## [WHAT IS EXPECTED]
Each line containing the string "italic" should be copied out of the entries.

Saved data entries:
--- START ---
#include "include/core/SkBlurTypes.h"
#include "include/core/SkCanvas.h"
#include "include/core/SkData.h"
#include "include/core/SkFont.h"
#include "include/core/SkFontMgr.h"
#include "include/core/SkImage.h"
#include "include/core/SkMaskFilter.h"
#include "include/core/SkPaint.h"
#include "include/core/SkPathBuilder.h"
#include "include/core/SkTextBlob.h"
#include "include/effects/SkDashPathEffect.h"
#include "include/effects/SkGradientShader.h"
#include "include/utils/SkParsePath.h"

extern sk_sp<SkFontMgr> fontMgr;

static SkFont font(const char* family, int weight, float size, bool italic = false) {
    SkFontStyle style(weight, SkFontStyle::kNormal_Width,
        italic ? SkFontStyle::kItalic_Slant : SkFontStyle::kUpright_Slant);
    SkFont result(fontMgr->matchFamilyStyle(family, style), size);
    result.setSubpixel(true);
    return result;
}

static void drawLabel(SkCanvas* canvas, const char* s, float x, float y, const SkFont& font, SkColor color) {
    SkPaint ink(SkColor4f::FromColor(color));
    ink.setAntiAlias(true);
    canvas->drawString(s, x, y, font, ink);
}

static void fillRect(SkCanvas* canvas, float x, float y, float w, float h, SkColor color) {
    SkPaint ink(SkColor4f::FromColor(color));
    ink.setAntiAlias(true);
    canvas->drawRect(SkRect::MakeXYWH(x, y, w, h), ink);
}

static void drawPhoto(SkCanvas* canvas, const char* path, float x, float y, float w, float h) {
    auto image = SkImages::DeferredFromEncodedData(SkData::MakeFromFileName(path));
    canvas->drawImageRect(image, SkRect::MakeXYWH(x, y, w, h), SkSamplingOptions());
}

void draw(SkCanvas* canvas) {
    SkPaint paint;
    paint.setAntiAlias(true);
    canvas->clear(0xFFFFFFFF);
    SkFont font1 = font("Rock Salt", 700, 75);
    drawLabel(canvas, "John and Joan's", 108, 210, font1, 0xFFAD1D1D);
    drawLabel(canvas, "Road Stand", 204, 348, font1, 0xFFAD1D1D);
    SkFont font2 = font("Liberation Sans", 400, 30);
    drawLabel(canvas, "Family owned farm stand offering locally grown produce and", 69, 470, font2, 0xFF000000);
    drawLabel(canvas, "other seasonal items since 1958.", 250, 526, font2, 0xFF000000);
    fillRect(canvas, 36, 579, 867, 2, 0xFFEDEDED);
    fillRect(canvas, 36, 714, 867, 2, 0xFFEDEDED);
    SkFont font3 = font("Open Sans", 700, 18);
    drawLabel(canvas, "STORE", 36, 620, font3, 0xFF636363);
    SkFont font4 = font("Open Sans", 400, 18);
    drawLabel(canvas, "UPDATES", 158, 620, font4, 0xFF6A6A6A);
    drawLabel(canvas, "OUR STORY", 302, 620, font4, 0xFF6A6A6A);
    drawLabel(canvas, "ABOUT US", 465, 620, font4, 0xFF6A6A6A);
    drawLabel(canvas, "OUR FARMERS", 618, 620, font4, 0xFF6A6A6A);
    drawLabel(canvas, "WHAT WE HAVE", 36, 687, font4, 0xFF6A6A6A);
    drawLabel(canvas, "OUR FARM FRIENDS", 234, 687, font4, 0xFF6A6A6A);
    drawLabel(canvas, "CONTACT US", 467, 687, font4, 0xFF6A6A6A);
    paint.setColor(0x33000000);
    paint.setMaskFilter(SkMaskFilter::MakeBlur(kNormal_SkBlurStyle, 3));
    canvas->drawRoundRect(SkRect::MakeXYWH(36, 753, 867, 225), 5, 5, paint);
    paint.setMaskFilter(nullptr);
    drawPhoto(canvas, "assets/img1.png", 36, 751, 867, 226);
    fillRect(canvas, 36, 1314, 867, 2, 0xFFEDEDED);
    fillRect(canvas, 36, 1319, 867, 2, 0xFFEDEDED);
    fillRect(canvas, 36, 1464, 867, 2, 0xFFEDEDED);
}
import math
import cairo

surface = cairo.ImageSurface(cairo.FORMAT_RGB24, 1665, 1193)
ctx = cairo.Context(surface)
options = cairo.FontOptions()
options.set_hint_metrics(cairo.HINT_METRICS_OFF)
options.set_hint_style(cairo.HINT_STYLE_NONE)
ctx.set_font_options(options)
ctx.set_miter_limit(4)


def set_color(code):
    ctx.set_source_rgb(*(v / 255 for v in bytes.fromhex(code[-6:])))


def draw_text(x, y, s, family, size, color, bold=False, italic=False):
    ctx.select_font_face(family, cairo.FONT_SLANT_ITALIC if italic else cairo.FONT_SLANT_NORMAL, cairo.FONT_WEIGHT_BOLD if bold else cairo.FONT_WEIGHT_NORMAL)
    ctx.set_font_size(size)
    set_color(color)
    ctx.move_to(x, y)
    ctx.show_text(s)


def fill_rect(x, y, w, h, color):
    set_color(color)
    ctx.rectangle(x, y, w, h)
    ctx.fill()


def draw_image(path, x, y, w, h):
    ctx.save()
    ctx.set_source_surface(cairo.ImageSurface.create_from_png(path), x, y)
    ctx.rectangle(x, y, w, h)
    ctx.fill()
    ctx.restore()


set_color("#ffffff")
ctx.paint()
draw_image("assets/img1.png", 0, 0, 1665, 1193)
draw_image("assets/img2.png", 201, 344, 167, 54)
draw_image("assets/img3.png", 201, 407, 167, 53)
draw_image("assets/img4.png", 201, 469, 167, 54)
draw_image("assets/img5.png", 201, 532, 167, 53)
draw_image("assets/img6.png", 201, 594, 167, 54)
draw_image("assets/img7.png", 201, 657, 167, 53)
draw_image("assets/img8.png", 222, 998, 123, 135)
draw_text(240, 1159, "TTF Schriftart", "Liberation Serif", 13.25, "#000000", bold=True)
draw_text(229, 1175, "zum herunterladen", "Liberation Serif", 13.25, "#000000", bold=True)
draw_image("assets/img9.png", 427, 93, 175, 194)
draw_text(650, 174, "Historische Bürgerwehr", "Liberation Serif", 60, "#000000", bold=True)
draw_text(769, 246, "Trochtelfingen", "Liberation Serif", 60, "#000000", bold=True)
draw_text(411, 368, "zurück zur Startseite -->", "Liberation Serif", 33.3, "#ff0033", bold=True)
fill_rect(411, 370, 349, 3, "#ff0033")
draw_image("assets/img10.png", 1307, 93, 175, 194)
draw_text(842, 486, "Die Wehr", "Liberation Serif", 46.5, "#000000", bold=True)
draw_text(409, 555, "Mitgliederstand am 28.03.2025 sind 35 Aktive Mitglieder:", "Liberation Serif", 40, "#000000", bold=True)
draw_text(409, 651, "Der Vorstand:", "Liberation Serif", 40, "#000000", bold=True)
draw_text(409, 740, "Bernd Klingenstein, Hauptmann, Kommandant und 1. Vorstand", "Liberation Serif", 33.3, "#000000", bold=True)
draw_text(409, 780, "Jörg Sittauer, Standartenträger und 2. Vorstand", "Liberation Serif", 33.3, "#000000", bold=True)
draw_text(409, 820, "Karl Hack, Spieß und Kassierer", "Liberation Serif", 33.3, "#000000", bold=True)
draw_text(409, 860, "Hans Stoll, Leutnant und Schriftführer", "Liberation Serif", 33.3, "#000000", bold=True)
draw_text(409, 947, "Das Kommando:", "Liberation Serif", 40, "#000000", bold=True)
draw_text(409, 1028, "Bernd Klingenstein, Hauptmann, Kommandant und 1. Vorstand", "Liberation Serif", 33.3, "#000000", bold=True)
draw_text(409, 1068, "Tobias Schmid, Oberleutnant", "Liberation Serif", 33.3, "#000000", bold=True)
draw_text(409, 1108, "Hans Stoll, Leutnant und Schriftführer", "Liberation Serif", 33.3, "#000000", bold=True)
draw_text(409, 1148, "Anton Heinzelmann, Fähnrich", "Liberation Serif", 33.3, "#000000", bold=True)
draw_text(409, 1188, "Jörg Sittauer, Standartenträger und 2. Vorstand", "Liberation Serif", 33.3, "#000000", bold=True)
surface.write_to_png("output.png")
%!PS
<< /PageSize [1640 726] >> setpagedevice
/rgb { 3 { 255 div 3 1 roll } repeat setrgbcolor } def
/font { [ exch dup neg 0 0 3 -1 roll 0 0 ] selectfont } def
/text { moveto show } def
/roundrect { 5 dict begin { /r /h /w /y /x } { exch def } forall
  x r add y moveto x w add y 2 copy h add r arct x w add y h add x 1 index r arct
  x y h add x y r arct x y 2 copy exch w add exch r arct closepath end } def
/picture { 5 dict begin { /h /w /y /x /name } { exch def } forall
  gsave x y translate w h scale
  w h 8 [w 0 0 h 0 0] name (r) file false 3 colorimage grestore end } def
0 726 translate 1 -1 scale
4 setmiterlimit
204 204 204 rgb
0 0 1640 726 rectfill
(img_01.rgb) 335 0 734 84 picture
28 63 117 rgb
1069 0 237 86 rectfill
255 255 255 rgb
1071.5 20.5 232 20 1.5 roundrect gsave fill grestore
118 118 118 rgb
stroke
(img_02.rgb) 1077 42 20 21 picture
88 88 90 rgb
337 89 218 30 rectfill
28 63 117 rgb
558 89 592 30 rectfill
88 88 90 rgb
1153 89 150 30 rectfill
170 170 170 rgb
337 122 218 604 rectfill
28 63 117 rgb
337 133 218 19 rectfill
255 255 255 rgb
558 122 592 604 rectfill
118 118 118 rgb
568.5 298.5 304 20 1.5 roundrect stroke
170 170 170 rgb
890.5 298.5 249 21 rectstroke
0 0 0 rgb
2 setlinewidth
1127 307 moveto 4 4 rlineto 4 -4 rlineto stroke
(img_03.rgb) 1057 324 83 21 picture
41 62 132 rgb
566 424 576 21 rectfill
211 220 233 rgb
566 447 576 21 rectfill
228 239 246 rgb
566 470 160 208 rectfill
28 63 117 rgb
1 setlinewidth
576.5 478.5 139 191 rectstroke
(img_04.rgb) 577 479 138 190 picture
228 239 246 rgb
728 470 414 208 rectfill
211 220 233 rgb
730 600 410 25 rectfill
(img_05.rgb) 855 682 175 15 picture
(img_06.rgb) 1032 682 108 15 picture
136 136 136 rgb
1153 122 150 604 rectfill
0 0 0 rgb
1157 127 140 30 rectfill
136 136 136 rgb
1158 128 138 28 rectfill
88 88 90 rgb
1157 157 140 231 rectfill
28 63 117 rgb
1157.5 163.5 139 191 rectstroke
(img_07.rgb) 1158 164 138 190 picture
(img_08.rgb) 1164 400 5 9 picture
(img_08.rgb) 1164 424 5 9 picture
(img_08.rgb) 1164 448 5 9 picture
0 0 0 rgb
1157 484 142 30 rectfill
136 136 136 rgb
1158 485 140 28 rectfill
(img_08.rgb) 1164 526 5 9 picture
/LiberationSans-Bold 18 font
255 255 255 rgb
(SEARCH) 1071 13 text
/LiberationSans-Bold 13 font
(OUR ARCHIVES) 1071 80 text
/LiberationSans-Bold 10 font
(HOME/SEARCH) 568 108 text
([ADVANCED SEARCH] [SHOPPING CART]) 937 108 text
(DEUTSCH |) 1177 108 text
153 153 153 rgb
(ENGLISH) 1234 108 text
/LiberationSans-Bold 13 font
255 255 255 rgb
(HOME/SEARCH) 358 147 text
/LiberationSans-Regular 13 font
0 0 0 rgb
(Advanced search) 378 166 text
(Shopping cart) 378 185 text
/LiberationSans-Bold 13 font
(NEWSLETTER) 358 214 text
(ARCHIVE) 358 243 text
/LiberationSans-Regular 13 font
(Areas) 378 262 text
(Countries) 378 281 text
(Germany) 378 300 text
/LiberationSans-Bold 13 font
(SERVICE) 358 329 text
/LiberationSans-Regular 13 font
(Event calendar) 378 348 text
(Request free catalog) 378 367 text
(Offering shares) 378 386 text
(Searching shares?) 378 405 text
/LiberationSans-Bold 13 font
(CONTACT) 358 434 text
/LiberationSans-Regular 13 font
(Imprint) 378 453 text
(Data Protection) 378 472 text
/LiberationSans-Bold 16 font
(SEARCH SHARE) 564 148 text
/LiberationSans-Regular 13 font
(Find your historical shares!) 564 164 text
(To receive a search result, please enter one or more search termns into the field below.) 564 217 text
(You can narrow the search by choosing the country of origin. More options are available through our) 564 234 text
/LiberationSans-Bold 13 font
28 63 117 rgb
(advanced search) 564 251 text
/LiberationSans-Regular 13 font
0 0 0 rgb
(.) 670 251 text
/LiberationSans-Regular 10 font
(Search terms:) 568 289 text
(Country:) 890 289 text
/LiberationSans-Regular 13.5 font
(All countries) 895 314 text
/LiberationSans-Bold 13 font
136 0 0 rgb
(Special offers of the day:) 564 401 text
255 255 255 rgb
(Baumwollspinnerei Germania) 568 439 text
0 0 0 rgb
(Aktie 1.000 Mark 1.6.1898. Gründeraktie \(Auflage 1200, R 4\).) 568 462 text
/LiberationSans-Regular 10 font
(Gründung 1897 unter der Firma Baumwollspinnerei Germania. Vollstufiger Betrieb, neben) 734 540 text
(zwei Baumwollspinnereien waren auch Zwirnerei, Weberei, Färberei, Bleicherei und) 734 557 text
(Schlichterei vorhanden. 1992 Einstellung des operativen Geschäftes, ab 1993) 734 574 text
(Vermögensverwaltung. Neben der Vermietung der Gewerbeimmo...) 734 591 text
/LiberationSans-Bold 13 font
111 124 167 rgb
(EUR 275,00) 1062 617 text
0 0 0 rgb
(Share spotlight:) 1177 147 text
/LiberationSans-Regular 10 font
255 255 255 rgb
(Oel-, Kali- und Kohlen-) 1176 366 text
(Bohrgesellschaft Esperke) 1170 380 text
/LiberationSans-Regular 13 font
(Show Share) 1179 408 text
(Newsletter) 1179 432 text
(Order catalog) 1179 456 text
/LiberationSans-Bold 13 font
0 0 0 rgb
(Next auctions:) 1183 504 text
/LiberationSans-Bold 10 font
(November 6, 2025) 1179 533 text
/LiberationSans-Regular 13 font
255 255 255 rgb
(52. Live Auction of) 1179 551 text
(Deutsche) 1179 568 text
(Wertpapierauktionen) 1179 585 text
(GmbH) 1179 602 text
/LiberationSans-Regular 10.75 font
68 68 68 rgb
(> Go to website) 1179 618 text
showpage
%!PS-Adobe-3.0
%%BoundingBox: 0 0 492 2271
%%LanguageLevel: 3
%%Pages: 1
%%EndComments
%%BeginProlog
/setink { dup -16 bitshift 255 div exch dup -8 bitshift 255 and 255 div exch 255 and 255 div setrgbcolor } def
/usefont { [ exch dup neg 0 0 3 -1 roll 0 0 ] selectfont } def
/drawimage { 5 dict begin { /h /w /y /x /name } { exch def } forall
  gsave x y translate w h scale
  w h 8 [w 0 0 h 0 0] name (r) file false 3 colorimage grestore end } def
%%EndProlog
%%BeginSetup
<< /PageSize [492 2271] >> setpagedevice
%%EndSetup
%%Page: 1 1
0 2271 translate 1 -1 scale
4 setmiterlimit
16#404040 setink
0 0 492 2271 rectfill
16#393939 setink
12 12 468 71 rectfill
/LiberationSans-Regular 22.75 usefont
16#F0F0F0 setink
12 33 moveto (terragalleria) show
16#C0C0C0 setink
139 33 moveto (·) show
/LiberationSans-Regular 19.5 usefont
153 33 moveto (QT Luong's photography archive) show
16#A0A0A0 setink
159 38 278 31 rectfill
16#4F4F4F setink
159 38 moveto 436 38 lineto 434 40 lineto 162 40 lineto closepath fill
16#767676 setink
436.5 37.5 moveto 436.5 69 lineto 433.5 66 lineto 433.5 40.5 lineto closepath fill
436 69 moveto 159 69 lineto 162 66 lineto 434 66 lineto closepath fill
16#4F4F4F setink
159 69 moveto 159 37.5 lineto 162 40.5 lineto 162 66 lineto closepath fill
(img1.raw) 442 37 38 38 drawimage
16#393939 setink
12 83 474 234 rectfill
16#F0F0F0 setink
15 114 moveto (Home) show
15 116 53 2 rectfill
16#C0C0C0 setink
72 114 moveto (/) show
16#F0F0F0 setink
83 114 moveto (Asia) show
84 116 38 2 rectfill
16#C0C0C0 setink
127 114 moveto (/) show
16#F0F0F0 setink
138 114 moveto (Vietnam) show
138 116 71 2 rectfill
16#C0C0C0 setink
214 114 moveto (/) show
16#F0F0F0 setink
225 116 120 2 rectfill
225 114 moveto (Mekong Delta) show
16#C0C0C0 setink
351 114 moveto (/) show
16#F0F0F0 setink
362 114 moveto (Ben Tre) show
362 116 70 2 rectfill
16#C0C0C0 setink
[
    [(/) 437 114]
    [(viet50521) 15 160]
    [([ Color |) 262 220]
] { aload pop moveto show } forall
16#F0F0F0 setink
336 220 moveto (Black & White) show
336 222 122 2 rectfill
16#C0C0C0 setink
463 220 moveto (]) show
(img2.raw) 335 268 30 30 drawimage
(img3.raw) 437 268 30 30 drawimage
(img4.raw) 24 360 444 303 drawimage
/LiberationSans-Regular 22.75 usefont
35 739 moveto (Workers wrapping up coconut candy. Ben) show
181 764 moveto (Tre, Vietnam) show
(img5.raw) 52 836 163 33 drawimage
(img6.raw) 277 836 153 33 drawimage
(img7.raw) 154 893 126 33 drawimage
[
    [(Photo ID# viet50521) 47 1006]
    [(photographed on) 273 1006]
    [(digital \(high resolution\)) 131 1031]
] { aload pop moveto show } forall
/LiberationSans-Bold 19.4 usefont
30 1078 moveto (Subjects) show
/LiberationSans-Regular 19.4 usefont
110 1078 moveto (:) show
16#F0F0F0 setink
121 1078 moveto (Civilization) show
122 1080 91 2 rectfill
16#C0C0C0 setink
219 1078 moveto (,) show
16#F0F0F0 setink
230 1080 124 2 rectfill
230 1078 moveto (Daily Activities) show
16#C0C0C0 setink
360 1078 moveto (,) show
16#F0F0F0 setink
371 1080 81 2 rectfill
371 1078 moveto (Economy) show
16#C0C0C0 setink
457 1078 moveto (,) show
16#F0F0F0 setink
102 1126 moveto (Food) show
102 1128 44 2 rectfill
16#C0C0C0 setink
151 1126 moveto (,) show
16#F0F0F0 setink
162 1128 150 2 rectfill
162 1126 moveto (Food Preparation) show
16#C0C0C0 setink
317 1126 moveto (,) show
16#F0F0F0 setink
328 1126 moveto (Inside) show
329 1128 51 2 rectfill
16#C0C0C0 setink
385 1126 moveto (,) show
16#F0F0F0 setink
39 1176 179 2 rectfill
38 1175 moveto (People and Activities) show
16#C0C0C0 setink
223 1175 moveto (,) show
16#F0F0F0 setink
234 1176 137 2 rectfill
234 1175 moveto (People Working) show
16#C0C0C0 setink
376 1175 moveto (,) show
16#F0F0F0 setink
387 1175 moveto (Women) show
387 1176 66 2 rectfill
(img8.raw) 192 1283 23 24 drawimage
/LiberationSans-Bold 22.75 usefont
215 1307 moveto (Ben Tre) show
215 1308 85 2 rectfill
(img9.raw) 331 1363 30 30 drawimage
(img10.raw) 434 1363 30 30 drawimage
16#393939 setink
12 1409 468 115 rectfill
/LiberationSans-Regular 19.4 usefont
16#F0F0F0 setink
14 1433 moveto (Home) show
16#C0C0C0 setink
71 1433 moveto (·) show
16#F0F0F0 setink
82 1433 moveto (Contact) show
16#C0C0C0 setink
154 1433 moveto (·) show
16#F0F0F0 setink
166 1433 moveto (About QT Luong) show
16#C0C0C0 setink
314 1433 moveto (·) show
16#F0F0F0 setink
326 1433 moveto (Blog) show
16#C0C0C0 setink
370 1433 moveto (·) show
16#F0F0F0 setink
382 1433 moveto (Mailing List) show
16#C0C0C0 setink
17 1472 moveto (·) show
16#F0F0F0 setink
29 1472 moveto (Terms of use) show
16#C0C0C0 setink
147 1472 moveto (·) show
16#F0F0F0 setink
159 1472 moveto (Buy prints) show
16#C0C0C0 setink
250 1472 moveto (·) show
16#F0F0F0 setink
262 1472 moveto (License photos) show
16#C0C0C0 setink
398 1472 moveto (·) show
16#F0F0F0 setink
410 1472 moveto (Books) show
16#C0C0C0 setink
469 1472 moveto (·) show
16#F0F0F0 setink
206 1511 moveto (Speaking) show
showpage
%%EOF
--- END ---
## [EXERCISE OUTPUT]
static SkFont font(const char* family, int weight, float size, bool italic = false) {
        italic ? SkFontStyle::kItalic_Slant : SkFontStyle::kUpright_Slant);
def draw_text(x, y, s, family, size, color, bold=False, italic=False):
    ctx.select_font_face(family, cairo.FONT_SLANT_ITALIC if italic else cairo.FONT_SLANT_NORMAL, cairo.FONT_WEIGHT_BOLD if bold else cairo.FONT_WEIGHT_NORMAL)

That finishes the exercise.